Crostata with blackberries jam.
200g Butter ( soft, not melted)
1 Egg yoke
Aroma Vanilla or fresh vanilla
Blackberries jam q.b.
In a mixing machine ( the dough can be made also without the mixing machine, but you have to do the "sabbiatura" to the dough. The only valuable translation I found for this word is "sandblasting", but I am pretty positive that it is not a food related word XD) put the butter and let it turn on the minimum speed. Then you add the sugar and always on minimum speed, you have to wait that the butter will absorb the sugar. After that you have to add the egg and the egg yoke and keep kneading until it is absorbed too.
Add the flour and wait only a few seconds after the dough is formed ( with Pasta Frolla, the base of this cake, you don't have to knead too much otherwise you will warm up the butter too much) then turn off the mixing machine. Put the dough in some plastic film or in baking paper and let it rest for 30 minutes in the fridge.

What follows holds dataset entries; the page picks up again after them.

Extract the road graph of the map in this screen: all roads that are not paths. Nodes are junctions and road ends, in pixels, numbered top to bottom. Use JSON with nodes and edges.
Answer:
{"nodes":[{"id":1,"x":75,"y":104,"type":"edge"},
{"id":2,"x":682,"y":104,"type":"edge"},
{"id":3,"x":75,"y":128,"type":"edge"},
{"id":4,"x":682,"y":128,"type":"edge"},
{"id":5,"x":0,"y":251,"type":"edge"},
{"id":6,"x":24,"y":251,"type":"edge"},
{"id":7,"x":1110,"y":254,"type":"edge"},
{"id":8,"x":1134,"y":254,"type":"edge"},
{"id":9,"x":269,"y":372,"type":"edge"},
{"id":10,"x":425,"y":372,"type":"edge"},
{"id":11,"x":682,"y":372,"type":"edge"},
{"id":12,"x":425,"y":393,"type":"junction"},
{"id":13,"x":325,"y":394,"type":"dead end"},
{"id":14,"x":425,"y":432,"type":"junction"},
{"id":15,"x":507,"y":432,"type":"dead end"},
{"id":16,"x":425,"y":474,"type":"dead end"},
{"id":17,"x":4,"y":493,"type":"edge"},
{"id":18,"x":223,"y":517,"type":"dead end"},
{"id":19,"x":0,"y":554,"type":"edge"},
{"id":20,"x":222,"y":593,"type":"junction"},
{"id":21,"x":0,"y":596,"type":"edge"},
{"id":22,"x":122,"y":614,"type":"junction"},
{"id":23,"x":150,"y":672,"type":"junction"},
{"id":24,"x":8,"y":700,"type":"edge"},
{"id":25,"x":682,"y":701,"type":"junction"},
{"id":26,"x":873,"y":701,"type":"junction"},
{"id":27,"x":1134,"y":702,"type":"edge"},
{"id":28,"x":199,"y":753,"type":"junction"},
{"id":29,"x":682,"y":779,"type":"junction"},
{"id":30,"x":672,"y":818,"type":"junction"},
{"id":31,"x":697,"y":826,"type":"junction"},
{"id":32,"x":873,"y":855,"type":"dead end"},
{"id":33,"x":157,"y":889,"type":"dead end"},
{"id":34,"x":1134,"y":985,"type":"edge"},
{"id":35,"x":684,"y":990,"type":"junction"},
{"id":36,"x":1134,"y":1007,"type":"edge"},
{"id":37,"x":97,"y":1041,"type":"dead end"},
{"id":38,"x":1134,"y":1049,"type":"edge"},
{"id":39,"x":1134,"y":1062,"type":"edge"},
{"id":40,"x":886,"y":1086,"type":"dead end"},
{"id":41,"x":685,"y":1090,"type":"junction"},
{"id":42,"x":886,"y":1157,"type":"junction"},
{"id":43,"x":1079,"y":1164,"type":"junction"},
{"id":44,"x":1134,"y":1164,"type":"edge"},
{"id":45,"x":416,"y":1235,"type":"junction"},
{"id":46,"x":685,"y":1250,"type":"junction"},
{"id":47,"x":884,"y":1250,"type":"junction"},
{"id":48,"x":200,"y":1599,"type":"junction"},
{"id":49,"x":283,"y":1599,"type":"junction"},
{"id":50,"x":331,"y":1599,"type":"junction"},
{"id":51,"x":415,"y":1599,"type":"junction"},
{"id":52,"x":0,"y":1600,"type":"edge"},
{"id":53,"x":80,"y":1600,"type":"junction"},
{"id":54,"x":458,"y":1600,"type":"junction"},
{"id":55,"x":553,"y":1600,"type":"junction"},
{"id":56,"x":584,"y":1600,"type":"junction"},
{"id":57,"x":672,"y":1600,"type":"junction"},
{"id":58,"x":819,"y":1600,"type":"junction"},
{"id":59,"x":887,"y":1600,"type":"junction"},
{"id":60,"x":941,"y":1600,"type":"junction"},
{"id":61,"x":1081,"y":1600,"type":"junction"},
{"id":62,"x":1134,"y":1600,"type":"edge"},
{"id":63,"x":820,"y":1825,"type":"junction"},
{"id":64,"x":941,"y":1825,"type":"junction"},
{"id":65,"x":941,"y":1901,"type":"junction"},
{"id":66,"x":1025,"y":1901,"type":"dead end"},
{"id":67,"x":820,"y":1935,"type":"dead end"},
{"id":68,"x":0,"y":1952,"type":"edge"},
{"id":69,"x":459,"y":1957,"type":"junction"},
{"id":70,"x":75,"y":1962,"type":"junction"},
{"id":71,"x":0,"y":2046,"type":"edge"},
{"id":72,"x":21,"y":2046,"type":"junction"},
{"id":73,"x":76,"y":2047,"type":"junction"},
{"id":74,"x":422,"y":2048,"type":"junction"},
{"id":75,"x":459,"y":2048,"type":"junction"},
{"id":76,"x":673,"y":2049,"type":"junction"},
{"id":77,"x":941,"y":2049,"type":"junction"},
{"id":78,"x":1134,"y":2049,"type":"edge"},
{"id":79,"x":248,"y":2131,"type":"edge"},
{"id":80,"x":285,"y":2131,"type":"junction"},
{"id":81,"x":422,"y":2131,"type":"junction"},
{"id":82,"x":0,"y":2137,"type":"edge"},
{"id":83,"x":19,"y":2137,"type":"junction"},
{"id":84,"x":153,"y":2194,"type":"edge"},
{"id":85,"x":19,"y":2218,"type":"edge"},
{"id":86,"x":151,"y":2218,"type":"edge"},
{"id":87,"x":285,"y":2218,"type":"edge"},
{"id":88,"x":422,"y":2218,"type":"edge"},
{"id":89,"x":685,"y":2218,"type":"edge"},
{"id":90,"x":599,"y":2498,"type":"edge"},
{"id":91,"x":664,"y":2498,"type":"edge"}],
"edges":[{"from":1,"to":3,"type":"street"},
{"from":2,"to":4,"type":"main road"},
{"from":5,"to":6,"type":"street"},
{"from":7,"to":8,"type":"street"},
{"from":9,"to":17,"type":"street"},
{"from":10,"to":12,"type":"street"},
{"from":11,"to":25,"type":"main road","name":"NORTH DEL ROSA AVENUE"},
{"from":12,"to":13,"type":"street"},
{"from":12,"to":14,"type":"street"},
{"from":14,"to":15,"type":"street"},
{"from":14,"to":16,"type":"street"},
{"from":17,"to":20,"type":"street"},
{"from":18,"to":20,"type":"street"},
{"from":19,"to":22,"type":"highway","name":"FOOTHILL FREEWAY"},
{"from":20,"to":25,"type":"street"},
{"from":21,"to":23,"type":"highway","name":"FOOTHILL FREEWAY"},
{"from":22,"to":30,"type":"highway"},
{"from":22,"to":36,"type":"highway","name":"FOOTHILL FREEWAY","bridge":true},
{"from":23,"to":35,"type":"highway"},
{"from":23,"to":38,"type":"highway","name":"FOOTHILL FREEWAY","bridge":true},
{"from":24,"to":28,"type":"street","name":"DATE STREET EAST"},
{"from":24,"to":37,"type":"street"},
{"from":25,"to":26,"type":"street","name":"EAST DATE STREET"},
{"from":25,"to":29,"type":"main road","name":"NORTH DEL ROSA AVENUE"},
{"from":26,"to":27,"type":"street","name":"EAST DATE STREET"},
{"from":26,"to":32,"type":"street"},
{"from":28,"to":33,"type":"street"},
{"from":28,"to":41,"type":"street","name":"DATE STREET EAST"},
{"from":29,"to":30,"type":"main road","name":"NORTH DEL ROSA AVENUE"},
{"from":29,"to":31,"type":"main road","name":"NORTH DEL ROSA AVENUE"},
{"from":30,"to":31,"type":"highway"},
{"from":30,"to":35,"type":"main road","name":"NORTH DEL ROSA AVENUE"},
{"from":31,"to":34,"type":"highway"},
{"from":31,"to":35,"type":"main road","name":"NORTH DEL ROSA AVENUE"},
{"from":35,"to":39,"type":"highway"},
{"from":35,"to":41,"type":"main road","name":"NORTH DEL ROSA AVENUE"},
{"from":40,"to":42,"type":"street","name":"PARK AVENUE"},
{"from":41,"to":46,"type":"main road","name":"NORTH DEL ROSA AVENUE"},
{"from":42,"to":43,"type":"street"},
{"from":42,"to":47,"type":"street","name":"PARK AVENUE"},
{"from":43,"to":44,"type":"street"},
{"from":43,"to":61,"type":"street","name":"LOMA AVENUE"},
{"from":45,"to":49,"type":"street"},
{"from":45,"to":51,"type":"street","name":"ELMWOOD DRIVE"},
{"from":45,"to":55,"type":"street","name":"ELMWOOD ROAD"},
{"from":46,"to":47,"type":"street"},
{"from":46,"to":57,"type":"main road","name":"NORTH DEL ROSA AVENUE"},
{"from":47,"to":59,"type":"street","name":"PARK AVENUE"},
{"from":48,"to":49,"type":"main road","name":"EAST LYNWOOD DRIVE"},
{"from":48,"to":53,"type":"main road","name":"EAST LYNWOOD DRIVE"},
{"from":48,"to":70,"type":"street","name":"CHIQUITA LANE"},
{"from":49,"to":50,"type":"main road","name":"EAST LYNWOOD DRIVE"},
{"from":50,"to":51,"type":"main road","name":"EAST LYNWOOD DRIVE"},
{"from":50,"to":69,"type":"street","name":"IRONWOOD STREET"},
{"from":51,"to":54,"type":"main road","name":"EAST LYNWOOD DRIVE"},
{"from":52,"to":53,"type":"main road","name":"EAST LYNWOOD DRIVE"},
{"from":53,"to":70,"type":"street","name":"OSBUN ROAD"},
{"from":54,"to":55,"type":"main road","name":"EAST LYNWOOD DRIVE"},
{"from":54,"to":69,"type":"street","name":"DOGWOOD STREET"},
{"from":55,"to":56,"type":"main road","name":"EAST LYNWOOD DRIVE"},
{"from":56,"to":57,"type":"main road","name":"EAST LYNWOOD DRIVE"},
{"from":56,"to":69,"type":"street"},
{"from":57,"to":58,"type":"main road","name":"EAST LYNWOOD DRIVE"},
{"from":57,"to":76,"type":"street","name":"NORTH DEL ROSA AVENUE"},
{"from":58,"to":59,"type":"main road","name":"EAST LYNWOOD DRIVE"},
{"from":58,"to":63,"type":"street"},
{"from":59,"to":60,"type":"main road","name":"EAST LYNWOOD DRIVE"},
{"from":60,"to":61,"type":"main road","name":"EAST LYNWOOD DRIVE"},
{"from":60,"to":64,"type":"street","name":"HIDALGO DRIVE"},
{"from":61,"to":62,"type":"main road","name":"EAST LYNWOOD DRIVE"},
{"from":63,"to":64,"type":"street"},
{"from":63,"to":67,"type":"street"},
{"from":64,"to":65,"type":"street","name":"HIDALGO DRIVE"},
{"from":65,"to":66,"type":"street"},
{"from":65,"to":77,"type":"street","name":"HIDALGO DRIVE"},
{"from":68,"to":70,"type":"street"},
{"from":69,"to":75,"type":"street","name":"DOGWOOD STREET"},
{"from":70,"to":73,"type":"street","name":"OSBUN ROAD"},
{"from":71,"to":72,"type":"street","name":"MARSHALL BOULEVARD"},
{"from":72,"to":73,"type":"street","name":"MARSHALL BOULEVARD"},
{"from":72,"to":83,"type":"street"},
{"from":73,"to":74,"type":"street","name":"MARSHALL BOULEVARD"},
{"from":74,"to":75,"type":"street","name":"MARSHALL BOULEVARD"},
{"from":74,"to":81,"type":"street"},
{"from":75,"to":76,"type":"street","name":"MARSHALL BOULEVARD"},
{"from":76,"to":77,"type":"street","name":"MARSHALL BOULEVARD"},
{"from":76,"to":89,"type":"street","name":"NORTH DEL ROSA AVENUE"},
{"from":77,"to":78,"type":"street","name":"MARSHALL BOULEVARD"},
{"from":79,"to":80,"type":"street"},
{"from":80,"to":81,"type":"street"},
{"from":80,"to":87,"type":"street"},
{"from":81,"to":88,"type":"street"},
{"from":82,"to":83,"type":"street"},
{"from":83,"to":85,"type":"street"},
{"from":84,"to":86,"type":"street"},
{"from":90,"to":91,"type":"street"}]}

After 30 minutes you will see that the butter is getting a bit harder again so knead the dough just a little to warm up the butter and to make the dough soft enough to work with. With a rolling pin ( I have used a marble one, but a normal one is good as well) , roll the dough. Put it in a round or square baking tin and decorate the top with the extra dough you have left. You can do the net figure as I have done on mine, but you can also decide to make other forms that you like on it ( hearts, stars, whatever).
Bake it in a preheated oven on 180 degrees for 20 minutes.
Before taking the cake out of the baking tin, let it cool down or you will risk to break it.
With the left over dough, you can make the Raviole that my grandma used to make for me when I was a child. You only have to roll the dough again with the rolling pin, cut out some circles and fill it with jam. Then you have to close them in half and "seal"them with a fork. Bake it in the oven on 180 degrees and for about 15 minutes.